Constitutional Law II – Sedler – Fall 2017
Ch. 9: Equal Protection
14th Amend. – No state shall deny to any person w/in its jurisdiction the EP of the laws.
The reason was to address racial discrimination, Slaughterhouse cases [1331] Contrast to 15th Amend., which addresses voting
EPC is universal
Benefit to some group&not others= discrimination
The 14th amend by its lang doesn’t apply to the gov. but the ct in Bolling v. Sharpe held the DP Clause of 5th Amend incorporates EP norms binding on fed. Gov. [1332] In applying EP norms to the fed gov., the ct’s patterns of decisions hasn’t been consistent [1332]—but the ct. has insisted that approaches under 5th are same as under 14th.
DPC of 5th amend: “No person shall … be deprived of life, liberty, or prop., w/o DP of law …”
Davis v. Board of Education:
This was 1st case Sedler was on
what D said: they don’t have right to attend sch.s in Charleston, so no EP violation
what P responded: treating white&black students differently, board treated diff b/c they segregated
why didn’t it matter that they had no right to attend in 1st place? The right to EP is an independent right, whenever gov acts, it has to act in accordance w/ EP of the laws.

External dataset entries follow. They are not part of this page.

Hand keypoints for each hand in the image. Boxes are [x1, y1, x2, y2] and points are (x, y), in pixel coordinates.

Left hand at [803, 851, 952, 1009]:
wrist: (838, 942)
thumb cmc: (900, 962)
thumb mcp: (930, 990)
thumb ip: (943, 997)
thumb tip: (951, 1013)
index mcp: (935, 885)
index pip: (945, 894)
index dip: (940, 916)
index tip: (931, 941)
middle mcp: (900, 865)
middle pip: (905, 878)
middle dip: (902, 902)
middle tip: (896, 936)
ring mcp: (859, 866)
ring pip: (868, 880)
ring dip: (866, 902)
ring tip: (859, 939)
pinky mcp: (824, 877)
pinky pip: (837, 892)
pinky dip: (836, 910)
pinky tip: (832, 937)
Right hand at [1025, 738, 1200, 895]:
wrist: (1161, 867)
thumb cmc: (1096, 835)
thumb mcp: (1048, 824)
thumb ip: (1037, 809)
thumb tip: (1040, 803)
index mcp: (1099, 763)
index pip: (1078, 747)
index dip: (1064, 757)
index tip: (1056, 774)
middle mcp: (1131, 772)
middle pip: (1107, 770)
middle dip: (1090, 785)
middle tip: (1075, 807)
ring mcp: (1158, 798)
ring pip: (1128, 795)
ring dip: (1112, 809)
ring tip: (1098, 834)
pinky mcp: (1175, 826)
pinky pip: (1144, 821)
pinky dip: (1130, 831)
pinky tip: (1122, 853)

Once it allowed them to attend, the EPC kicked in,&so they couldn’t discriminate on based on race
E.g. if gov provides benefits, then it discriminates based on gender, then it violates EP. If it didn’t provide benefits, then no issue.

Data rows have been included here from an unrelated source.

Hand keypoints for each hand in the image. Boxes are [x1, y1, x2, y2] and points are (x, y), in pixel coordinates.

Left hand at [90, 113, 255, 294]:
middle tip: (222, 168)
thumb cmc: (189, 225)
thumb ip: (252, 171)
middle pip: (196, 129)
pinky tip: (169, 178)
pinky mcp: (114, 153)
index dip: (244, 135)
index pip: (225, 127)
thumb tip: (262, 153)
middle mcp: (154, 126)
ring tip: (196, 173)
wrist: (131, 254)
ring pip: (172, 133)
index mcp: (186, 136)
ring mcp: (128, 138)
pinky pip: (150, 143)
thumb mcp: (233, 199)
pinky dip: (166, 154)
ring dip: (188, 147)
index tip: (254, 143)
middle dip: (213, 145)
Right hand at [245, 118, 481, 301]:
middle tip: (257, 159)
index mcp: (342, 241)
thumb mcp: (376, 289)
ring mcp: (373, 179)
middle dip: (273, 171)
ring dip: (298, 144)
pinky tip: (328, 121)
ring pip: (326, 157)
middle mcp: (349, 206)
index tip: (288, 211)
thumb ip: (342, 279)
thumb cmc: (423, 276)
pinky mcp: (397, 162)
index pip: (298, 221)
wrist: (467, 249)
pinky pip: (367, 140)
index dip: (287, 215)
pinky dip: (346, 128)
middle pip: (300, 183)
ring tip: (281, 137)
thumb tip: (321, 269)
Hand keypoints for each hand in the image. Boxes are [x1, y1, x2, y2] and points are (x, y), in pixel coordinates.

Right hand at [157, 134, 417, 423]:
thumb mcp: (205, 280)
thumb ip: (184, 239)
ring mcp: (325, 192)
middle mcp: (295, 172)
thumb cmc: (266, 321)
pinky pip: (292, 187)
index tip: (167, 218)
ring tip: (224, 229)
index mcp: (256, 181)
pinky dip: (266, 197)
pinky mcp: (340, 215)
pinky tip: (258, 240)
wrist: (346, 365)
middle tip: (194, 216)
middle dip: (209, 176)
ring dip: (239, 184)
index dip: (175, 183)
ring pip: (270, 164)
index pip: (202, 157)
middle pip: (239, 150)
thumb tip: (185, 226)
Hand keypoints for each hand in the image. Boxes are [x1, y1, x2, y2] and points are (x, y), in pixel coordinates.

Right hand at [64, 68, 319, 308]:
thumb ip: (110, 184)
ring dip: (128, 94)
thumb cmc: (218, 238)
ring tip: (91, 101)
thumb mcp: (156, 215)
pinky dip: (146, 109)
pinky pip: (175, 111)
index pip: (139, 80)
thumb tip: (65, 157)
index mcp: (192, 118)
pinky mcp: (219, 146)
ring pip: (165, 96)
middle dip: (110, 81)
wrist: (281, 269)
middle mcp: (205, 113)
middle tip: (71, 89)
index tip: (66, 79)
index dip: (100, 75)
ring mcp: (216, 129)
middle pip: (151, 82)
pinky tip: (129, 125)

1. Traditional Approach [1332]  
The EP clause is applied to legislative classifications.  If the legislature exempts some groups from the burdens of regulation (or provides a benefit to some ppl&not others), then there will be a difference in classification btwn the favored group&the disfavored group.*
The 1st step is to figure out who is in the favored group&who is in the disfavored group. 
The favored group is either not subject to the burdens of a regulatory law or gets the benefit that the law provides.
The disfavored group is subject to the burden of reg. or doesn’t get the benefit that the law is designed to provide.***
The disfavored group has a potential EP challenge.****
The Q is whether the legislature is improperly discrimination against 1 group in violation of the EP clause.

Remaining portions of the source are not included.